(Dataset entries)
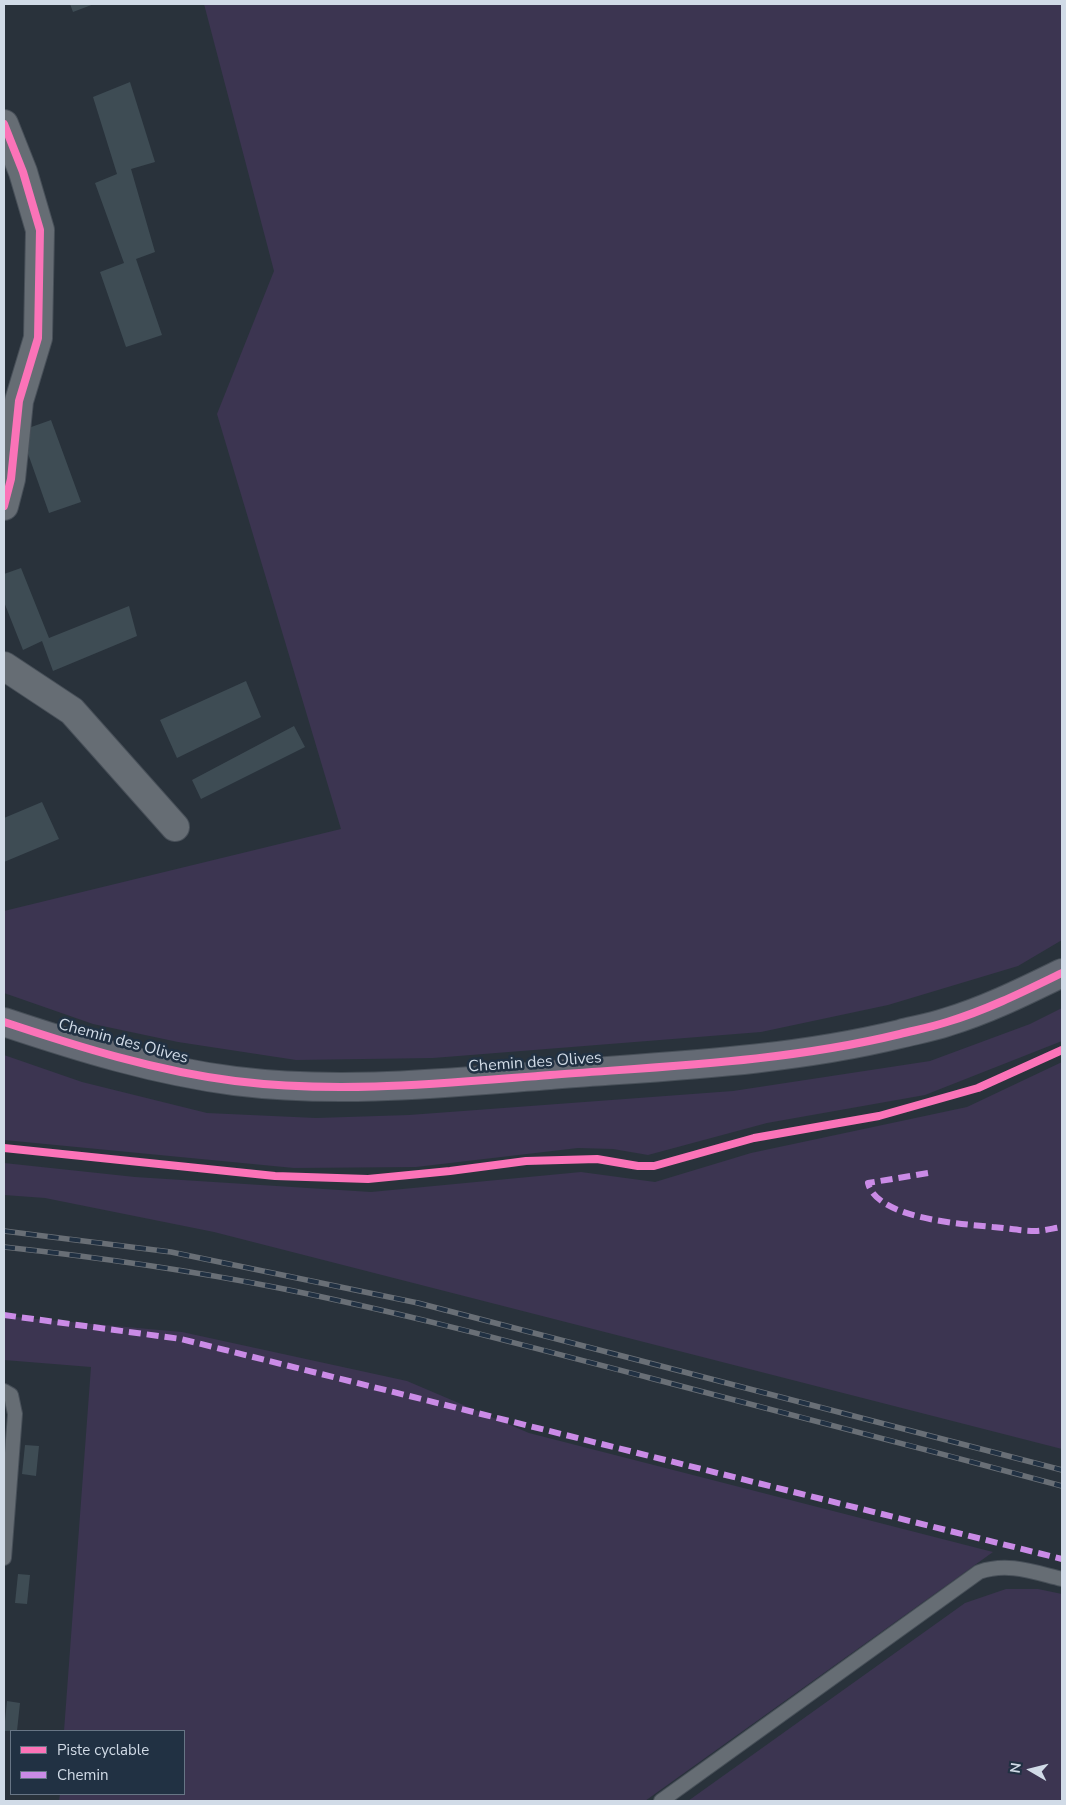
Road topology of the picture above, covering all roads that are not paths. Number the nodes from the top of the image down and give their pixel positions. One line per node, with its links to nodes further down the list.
1 (4, 124): 2 (street)
2 (11, 400): 3 (street)
3 (4, 506)
4 (4, 666): 5 (street)
5 (175, 827)
6 (1062, 973): 7 (main road, Chemin des Olives)
7 (4, 1022)
8 (4, 1392): 9 (lane)
9 (4, 1558)
10 (1062, 1579): 11 (lane)
11 (661, 1801)

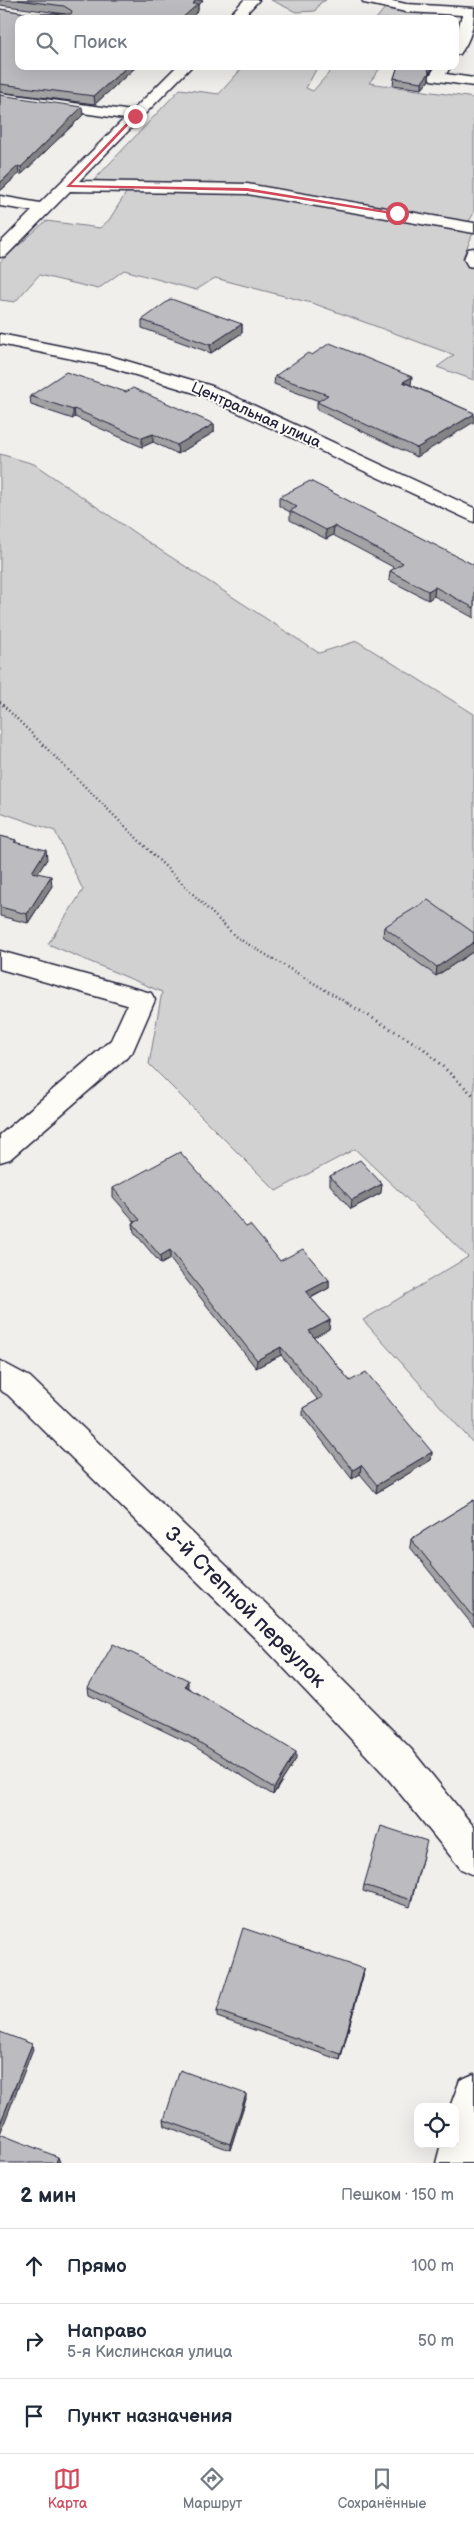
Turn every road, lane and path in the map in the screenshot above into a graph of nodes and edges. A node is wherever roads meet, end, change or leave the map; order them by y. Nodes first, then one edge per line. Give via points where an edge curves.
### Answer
1 (252, 0) edge
2 (369, 0) edge
3 (472, 12) edge
4 (237, 15) edge
5 (459, 46) edge
6 (181, 70) edge
7 (441, 70) edge
8 (474, 82) edge
9 (0, 97) edge
10 (135, 116) junction
11 (68, 186) junction
12 (0, 201) edge
13 (44, 208) junction
14 (474, 228) edge
15 (0, 252) edge
16 (474, 253) edge
17 (474, 262) edge
18 (0, 339) edge
19 (474, 516) edge
20 (0, 702) edge
21 (0, 960) edge
22 (474, 1096) edge
23 (0, 1151) edge
24 (0, 1374) edge
25 (474, 1856) edge
26 (474, 2094) edge
27 (457, 2163) edge

1 - 4 street
2 - 3 street via 406,8
3 - 5 street
6 - 10 street
7 - 8 street via 436,77
9 - 10 street
10 - 11 street
11 - 13 street
11 - 14 street via 247,189
12 - 13 street
13 - 15 street
16 - 17 street
18 - 19 street, Центральная улица via 110,361 205,390
20 - 22 path via 236,937 423,1048
21 - 23 street via 142,1000 122,1046
24 - 25 street, 3-й Степной переулок via 19,1386 276,1636 398,1762
26 - 27 street

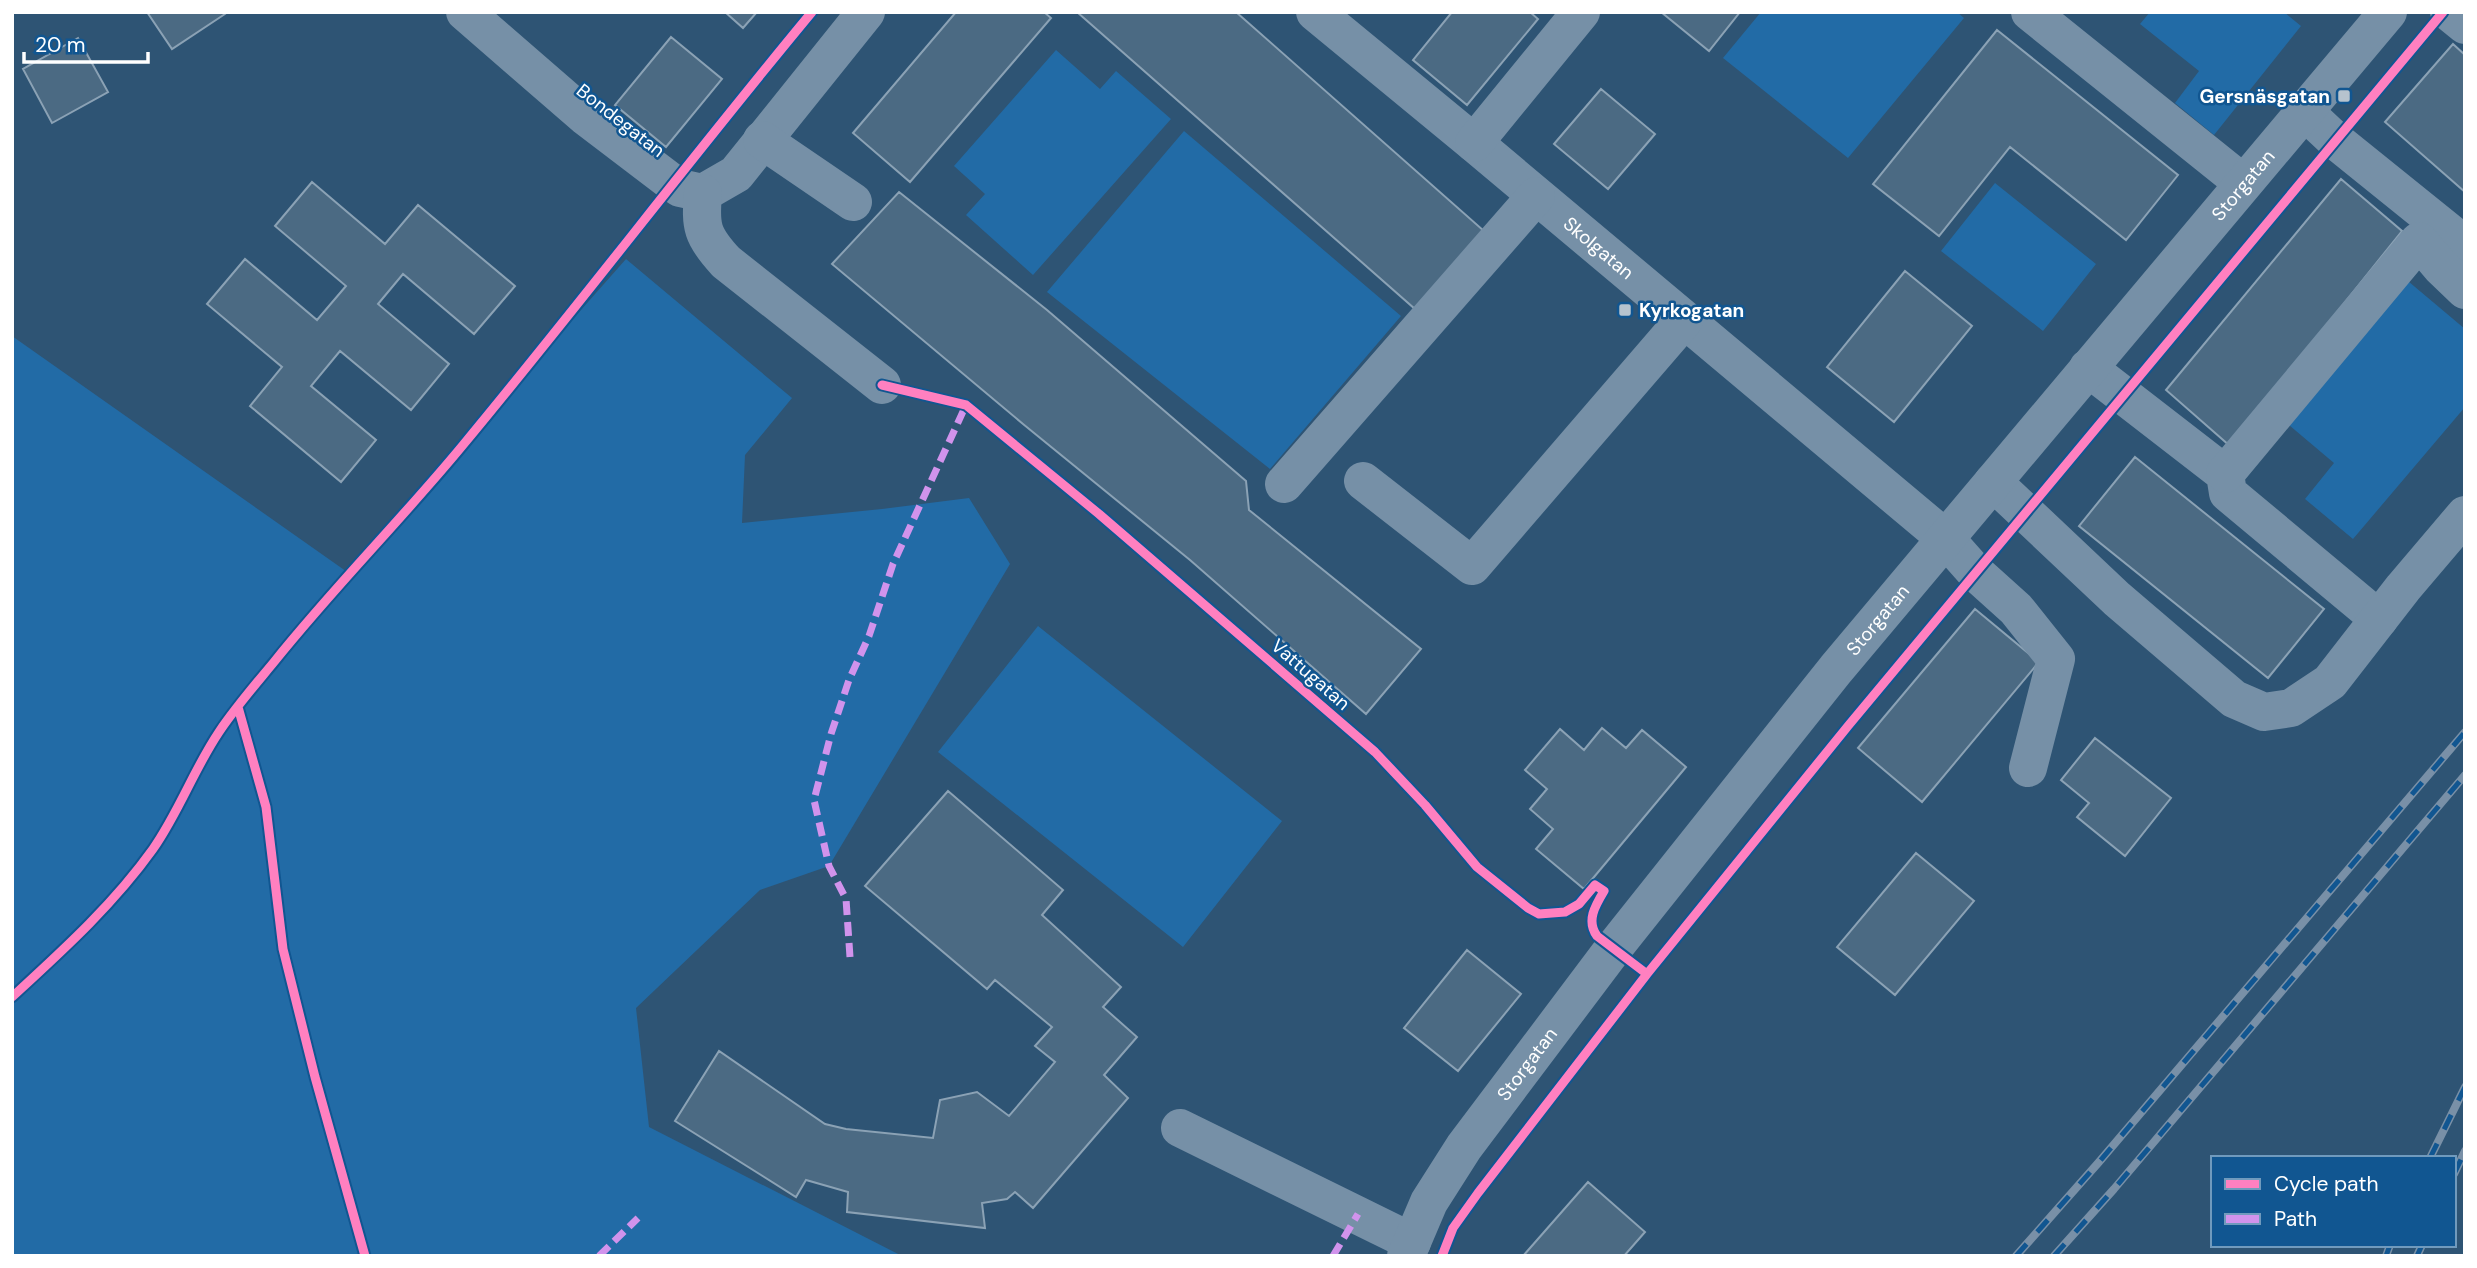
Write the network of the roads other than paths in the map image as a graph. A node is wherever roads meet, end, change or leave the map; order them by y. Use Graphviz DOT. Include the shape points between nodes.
graph roads {
  1 [pos="465,12"];
  2 [pos="866,12"];
  3 [pos="1315,12"];
  4 [pos="1581,12"];
  5 [pos="2030,12"];
  6 [pos="2388,12"];
  7 [pos="2449,12"];
  8 [pos="2465,25"];
  9 [pos="2304,111"];
  10 [pos="762,140"];
  11 [pos="1474,143"];
  12 [pos="2243,183"];
  13 [pos="703,193"];
  14 [pos="1536,196"];
  15 [pos="853,202"];
  16 [pos="2465,245"];
  17 [pos="2465,289"];
  18 [pos="1684,320"];
  19 [pos="2088,368"];
  20 [pos="882,385"];
  21 [pos="2225,474"];
  22 [pos="1363,481"];
  23 [pos="1993,482"];
  24 [pos="1284,484"];
  25 [pos="2465,515"];
  26 [pos="1945,538"];
  27 [pos="2379,619"];
  28 [pos="2028,768"];
  29 [pos="1180,1128"];
  30 [pos="1409,1249"];
  1 -- 13 [label="street, Bondegatan" via="586,117 674,184"];
  2 -- 10 [label="street"];
  3 -- 11 [label="street, Skolgatan"];
  4 -- 11 [label="street"];
  5 -- 12 [label="street"];
  6 -- 9 [label="street, Storgatan"];
  7 -- 8 [label="street"];
  9 -- 12 [label="street, Storgatan"];
  9 -- 16 [label="street"];
  10 -- 13 [label="street" via="736,174"];
  10 -- 15 [label="street"];
  11 -- 14 [label="street, Skolgatan"];
  12 -- 19 [label="street, Storgatan"];
  13 -- 20 [label="street" via="702,227 726,262"];
  14 -- 18 [label="street, Skolgatan"];
  14 -- 24 [label="street"];
  17 -- 21 [label="street" via="2419,241"];
  18 -- 22 [label="street" via="1472,566"];
  18 -- 26 [label="street, Skolgatan"];
  19 -- 21 [label="street"];
  19 -- 23 [label="street, Storgatan"];
  21 -- 27 [label="street" via="2228,493"];
  23 -- 26 [label="street, Storgatan"];
  23 -- 27 [label="street" via="2117,599 2234,699 2264,712 2291,708 2330,682"];
  25 -- 27 [label="street"];
  26 -- 28 [label="street, Skolgatan" via="2015,609 2056,659"];
  26 -- 30 [label="street, Storgatan" via="1536,1049 1429,1202"];
  29 -- 30 [label="street"];
}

> [Assignment] Skip the pictures, then retype every line above exactly.

> [Expected answer]
Road topology of the picture above, covering all roads that are not paths. Number the nodes from the top of the image down and give their pixel positions. One line per node, with its links to nodes further down the list.
1 (4, 124): 2 (street)
2 (11, 400): 3 (street)
3 (4, 506)
4 (4, 666): 5 (street)
5 (175, 827)
6 (1062, 973): 7 (main road, Chemin des Olives)
7 (4, 1022)
8 (4, 1392): 9 (lane)
9 (4, 1558)
10 (1062, 1579): 11 (lane)
11 (661, 1801)

Turn every road, lane and path in the map in the screenshot above into a graph of nodes and edges. A node is wherever roads meet, end, change or leave the map; order them by y. Nodes first, then one edge per line. Give via points where an edge curves.
### Answer
1 (252, 0) edge
2 (369, 0) edge
3 (472, 12) edge
4 (237, 15) edge
5 (459, 46) edge
6 (181, 70) edge
7 (441, 70) edge
8 (474, 82) edge
9 (0, 97) edge
10 (135, 116) junction
11 (68, 186) junction
12 (0, 201) edge
13 (44, 208) junction
14 (474, 228) edge
15 (0, 252) edge
16 (474, 253) edge
17 (474, 262) edge
18 (0, 339) edge
19 (474, 516) edge
20 (0, 702) edge
21 (0, 960) edge
22 (474, 1096) edge
23 (0, 1151) edge
24 (0, 1374) edge
25 (474, 1856) edge
26 (474, 2094) edge
27 (457, 2163) edge

1 - 4 street
2 - 3 street via 406,8
3 - 5 street
6 - 10 street
7 - 8 street via 436,77
9 - 10 street
10 - 11 street
11 - 13 street
11 - 14 street via 247,189
12 - 13 street
13 - 15 street
16 - 17 street
18 - 19 street, Центральная улица via 110,361 205,390
20 - 22 path via 236,937 423,1048
21 - 23 street via 142,1000 122,1046
24 - 25 street, 3-й Степной переулок via 19,1386 276,1636 398,1762
26 - 27 street

Write the network of the roads other than paths in the map image as a graph. A node is wherever roads meet, end, change or leave the map; order them by y. Use Graphviz DOT. Include the shape points between nodes.
graph roads {
  1 [pos="465,12"];
  2 [pos="866,12"];
  3 [pos="1315,12"];
  4 [pos="1581,12"];
  5 [pos="2030,12"];
  6 [pos="2388,12"];
  7 [pos="2449,12"];
  8 [pos="2465,25"];
  9 [pos="2304,111"];
  10 [pos="762,140"];
  11 [pos="1474,143"];
  12 [pos="2243,183"];
  13 [pos="703,193"];
  14 [pos="1536,196"];
  15 [pos="853,202"];
  16 [pos="2465,245"];
  17 [pos="2465,289"];
  18 [pos="1684,320"];
  19 [pos="2088,368"];
  20 [pos="882,385"];
  21 [pos="2225,474"];
  22 [pos="1363,481"];
  23 [pos="1993,482"];
  24 [pos="1284,484"];
  25 [pos="2465,515"];
  26 [pos="1945,538"];
  27 [pos="2379,619"];
  28 [pos="2028,768"];
  29 [pos="1180,1128"];
  30 [pos="1409,1249"];
  1 -- 13 [label="street, Bondegatan" via="586,117 674,184"];
  2 -- 10 [label="street"];
  3 -- 11 [label="street, Skolgatan"];
  4 -- 11 [label="street"];
  5 -- 12 [label="street"];
  6 -- 9 [label="street, Storgatan"];
  7 -- 8 [label="street"];
  9 -- 12 [label="street, Storgatan"];
  9 -- 16 [label="street"];
  10 -- 13 [label="street" via="736,174"];
  10 -- 15 [label="street"];
  11 -- 14 [label="street, Skolgatan"];
  12 -- 19 [label="street, Storgatan"];
  13 -- 20 [label="street" via="702,227 726,262"];
  14 -- 18 [label="street, Skolgatan"];
  14 -- 24 [label="street"];
  17 -- 21 [label="street" via="2419,241"];
  18 -- 22 [label="street" via="1472,566"];
  18 -- 26 [label="street, Skolgatan"];
  19 -- 21 [label="street"];
  19 -- 23 [label="street, Storgatan"];
  21 -- 27 [label="street" via="2228,493"];
  23 -- 26 [label="street, Storgatan"];
  23 -- 27 [label="street" via="2117,599 2234,699 2264,712 2291,708 2330,682"];
  25 -- 27 [label="street"];
  26 -- 28 [label="street, Skolgatan" via="2015,609 2056,659"];
  26 -- 30 [label="street, Storgatan" via="1536,1049 1429,1202"];
  29 -- 30 [label="street"];
}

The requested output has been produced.